Go line by line through the data below and work out how many lines contain "Grafito"; the answer is that number alone.

• [SUPPLIED DATA]
# # # # #
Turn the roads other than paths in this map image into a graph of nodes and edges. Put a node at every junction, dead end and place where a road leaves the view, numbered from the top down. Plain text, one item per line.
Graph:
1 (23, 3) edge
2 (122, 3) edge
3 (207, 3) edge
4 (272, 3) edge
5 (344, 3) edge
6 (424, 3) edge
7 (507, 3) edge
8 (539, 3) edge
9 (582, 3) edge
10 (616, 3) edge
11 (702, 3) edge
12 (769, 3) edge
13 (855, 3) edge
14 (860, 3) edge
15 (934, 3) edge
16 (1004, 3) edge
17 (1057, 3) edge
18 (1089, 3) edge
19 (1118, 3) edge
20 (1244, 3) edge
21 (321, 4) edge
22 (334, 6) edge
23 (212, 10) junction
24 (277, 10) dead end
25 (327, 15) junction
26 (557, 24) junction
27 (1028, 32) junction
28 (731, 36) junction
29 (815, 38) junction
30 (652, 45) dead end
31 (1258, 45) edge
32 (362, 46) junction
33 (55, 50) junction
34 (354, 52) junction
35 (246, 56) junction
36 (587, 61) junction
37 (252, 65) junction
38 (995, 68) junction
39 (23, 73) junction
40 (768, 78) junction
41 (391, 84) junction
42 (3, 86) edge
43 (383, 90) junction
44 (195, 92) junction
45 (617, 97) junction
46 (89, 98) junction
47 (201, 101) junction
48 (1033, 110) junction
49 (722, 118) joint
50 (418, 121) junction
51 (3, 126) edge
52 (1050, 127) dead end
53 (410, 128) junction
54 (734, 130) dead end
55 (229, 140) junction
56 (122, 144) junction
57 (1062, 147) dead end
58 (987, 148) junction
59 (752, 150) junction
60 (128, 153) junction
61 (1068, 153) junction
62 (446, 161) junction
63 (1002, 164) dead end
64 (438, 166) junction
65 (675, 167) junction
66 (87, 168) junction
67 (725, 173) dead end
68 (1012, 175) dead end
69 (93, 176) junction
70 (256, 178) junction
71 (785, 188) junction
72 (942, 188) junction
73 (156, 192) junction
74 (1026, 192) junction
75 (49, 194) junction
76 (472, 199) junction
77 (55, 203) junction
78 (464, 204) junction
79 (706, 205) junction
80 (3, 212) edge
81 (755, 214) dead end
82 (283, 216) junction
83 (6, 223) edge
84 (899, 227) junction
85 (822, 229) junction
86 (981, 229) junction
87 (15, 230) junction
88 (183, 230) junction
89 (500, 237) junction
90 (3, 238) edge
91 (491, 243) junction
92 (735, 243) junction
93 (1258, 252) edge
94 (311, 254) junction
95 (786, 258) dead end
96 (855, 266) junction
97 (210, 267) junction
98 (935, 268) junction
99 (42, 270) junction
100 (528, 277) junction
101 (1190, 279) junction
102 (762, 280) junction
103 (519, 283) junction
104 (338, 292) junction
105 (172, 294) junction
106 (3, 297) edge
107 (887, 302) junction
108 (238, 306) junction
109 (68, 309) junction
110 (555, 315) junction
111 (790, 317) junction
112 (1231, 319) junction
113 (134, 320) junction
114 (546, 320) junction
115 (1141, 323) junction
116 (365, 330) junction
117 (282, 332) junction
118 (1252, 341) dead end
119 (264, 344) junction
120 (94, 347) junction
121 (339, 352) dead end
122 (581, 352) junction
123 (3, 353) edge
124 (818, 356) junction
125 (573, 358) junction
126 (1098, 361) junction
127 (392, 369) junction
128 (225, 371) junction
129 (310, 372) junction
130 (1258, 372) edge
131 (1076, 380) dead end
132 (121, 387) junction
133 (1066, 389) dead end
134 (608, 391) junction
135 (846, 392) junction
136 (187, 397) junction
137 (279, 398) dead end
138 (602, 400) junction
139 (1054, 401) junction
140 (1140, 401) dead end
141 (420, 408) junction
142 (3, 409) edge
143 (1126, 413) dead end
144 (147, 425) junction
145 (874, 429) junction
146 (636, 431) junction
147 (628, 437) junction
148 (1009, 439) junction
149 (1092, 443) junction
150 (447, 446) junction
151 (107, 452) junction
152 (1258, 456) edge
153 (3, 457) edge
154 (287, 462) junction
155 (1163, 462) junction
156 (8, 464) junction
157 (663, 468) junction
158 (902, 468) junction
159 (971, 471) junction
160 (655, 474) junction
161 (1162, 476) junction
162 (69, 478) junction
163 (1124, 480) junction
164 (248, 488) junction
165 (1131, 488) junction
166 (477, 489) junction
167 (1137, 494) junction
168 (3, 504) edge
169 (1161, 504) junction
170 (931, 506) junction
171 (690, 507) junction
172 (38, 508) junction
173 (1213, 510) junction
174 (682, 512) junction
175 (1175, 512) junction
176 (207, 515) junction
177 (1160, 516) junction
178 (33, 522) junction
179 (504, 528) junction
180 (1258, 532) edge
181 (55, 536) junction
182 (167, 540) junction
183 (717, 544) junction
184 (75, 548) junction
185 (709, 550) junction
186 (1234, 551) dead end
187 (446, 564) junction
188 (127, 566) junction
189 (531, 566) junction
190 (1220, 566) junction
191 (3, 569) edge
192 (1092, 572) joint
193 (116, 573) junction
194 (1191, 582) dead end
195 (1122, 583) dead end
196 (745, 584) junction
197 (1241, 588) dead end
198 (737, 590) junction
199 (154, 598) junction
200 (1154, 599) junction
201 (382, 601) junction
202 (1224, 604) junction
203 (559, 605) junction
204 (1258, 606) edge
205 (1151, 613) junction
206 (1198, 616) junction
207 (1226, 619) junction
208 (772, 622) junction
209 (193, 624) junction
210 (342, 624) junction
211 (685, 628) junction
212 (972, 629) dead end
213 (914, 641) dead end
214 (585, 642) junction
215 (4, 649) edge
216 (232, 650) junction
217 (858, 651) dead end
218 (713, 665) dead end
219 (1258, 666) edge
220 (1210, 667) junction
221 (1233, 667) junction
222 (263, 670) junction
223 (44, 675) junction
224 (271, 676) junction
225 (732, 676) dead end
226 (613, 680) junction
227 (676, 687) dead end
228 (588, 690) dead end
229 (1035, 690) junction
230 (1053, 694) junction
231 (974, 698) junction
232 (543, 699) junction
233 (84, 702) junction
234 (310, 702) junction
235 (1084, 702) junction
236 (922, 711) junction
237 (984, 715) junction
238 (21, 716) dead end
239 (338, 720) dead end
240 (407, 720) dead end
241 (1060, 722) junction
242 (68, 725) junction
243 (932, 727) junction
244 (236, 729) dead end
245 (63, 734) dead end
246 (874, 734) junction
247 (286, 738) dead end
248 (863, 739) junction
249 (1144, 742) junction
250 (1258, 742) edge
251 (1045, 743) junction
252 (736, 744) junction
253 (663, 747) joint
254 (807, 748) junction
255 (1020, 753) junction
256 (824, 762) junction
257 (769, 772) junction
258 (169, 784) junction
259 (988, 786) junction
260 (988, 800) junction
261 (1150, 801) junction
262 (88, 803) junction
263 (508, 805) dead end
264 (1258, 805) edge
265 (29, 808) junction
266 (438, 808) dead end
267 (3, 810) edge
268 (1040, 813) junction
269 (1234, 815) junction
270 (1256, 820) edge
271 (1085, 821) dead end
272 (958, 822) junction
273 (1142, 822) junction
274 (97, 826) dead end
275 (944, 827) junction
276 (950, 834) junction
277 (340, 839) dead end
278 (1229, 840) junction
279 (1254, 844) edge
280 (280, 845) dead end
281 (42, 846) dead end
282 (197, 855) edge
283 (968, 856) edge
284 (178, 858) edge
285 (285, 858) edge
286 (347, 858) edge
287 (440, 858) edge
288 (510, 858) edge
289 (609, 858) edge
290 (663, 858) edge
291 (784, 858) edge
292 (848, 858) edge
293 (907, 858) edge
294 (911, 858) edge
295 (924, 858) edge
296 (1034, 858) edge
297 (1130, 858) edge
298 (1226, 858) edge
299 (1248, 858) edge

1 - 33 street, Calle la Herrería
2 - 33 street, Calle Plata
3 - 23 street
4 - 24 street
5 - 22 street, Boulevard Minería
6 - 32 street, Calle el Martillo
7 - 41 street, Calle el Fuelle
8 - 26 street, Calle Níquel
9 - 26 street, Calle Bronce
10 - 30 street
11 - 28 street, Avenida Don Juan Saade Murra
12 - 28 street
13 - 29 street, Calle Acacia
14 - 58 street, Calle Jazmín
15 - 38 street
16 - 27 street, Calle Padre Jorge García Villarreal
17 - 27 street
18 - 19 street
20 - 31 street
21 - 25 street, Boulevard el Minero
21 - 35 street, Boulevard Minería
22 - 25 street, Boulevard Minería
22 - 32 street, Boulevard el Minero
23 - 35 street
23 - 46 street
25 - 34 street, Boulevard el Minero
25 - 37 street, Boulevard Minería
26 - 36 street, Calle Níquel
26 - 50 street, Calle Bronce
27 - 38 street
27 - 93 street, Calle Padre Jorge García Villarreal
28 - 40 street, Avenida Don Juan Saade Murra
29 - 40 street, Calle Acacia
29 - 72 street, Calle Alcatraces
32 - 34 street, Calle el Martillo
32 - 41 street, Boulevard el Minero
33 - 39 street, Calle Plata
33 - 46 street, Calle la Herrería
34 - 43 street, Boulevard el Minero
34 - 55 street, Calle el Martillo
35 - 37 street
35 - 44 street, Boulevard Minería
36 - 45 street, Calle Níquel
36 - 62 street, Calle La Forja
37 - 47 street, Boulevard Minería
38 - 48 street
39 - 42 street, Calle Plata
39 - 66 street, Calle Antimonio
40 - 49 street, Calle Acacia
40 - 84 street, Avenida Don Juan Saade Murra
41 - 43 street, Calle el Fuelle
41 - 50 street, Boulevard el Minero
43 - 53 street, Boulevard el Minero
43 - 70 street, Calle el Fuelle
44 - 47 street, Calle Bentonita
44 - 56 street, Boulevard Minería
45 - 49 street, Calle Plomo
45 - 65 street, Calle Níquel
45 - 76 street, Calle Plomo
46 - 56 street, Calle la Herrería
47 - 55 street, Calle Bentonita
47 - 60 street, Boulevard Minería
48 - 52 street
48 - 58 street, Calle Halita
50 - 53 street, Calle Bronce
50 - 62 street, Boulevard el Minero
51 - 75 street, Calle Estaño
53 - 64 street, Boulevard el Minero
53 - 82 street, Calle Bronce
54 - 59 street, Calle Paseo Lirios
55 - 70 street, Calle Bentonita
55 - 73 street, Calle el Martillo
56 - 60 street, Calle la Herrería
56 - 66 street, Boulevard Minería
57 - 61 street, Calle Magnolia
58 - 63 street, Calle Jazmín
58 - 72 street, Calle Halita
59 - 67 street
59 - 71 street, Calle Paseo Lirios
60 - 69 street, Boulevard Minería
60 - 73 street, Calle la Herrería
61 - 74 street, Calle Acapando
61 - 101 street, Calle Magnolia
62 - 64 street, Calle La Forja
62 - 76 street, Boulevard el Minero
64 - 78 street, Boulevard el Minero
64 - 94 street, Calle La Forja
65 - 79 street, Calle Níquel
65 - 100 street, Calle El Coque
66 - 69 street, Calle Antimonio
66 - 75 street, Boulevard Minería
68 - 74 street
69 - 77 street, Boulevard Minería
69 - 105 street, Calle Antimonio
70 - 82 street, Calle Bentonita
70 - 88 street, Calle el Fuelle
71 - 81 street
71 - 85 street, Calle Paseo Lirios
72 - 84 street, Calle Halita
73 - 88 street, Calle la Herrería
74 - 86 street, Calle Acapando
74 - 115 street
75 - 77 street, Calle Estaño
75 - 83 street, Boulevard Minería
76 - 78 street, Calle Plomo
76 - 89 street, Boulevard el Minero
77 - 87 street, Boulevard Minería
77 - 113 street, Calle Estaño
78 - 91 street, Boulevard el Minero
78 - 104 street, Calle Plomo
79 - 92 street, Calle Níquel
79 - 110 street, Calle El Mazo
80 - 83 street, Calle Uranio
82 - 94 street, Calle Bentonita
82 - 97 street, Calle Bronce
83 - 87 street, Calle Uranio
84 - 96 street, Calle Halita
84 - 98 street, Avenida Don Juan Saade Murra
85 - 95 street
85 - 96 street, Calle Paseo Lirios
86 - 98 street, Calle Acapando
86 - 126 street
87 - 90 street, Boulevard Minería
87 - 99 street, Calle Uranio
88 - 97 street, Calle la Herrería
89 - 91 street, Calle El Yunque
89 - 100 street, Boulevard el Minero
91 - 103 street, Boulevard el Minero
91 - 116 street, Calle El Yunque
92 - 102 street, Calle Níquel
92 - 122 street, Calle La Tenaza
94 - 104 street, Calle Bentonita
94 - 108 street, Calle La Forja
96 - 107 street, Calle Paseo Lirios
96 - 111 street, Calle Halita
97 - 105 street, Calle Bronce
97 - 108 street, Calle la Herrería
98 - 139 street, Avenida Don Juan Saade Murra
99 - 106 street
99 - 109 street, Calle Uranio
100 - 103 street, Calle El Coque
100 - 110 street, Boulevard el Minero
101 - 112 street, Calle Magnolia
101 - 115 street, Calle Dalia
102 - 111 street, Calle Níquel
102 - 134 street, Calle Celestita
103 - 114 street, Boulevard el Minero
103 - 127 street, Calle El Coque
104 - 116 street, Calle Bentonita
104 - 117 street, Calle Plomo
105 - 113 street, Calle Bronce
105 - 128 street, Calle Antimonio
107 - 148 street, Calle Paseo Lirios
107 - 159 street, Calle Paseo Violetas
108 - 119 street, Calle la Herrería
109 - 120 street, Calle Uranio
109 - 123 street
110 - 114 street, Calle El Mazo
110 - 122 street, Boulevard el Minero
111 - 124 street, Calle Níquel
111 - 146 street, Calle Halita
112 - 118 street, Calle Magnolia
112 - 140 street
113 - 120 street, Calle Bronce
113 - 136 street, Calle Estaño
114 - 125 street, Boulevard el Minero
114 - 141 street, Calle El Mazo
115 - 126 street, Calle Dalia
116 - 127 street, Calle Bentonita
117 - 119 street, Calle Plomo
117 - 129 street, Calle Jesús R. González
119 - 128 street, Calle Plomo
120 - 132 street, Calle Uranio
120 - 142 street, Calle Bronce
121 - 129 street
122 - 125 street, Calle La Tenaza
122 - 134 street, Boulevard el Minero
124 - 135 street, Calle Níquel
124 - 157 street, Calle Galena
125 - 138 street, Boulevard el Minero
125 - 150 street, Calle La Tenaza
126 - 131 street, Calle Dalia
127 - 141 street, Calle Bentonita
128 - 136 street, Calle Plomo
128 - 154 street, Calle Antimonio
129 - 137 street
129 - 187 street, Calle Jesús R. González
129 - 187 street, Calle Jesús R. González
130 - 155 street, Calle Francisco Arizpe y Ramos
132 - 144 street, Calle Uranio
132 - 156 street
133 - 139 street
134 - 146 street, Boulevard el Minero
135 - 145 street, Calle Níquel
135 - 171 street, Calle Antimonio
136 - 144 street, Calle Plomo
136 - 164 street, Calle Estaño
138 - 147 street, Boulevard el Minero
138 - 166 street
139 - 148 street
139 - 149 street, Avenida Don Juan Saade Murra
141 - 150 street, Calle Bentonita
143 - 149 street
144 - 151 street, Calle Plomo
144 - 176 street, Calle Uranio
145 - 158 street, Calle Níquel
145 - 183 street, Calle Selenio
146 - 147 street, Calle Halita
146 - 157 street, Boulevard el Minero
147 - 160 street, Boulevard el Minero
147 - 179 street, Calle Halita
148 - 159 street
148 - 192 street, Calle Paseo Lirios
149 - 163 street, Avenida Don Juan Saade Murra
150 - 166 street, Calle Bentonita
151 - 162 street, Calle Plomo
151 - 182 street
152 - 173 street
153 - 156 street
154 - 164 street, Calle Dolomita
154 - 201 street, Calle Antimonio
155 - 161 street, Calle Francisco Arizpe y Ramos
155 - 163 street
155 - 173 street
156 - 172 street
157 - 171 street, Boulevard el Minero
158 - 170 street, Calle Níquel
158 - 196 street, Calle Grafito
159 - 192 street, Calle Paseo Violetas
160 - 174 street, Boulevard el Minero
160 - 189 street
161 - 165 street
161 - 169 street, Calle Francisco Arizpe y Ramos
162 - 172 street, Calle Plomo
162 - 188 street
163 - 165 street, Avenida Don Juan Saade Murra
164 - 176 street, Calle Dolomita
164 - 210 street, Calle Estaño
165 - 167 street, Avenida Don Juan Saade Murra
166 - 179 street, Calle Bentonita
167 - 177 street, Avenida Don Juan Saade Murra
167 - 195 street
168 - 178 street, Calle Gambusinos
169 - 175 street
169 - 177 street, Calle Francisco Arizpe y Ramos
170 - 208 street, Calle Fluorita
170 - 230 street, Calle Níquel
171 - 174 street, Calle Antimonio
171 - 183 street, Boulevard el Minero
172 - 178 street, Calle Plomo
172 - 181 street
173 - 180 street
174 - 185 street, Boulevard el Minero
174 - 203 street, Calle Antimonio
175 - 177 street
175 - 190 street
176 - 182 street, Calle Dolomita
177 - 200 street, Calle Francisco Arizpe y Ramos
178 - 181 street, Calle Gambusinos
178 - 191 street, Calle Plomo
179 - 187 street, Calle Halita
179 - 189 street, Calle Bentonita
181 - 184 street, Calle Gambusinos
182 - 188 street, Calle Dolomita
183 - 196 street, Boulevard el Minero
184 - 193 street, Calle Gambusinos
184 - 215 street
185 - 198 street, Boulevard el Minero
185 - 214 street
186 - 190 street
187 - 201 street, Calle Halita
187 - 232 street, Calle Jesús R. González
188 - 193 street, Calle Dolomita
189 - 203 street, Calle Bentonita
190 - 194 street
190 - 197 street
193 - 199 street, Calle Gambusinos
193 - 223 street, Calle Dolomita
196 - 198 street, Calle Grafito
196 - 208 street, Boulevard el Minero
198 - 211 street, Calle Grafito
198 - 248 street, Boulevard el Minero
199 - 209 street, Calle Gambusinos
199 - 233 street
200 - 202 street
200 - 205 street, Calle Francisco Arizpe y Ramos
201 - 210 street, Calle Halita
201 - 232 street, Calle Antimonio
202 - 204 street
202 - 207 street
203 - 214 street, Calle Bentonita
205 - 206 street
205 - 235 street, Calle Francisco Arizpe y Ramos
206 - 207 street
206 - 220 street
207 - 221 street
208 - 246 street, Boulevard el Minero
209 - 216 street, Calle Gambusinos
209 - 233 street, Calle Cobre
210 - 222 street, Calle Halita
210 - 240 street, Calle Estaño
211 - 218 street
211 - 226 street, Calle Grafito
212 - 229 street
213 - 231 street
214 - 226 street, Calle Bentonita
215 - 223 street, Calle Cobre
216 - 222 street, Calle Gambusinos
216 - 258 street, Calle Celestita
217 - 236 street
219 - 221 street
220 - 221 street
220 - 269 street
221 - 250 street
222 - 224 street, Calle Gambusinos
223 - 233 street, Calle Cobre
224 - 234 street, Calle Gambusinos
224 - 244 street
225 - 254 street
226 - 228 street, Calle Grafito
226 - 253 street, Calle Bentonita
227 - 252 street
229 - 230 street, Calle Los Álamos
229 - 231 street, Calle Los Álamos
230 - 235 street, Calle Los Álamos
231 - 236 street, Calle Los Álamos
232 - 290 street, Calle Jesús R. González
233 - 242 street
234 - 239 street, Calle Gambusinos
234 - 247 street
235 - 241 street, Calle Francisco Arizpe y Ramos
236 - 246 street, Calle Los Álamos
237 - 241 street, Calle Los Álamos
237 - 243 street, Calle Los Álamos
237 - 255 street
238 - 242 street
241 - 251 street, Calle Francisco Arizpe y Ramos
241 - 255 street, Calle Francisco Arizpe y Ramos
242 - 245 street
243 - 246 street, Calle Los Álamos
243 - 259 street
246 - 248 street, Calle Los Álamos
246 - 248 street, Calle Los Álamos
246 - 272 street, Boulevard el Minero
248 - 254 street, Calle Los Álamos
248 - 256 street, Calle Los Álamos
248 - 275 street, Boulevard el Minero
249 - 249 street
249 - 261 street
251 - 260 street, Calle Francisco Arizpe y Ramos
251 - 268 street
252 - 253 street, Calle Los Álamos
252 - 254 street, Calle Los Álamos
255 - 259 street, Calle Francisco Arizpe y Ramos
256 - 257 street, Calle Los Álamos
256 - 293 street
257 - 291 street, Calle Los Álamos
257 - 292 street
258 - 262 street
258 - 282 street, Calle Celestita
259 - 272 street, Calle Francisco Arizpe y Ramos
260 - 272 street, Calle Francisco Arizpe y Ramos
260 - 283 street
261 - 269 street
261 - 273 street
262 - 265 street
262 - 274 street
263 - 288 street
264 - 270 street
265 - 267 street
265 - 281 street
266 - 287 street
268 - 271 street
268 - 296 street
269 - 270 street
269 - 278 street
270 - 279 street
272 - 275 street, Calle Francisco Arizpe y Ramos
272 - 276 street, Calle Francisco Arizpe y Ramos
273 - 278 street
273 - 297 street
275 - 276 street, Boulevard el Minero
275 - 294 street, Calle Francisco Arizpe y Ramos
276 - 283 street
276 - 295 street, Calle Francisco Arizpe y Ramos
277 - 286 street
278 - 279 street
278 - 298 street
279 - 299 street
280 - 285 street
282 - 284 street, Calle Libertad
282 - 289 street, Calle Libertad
# # # # #
• [RESPONSE TO THIS TASK]
5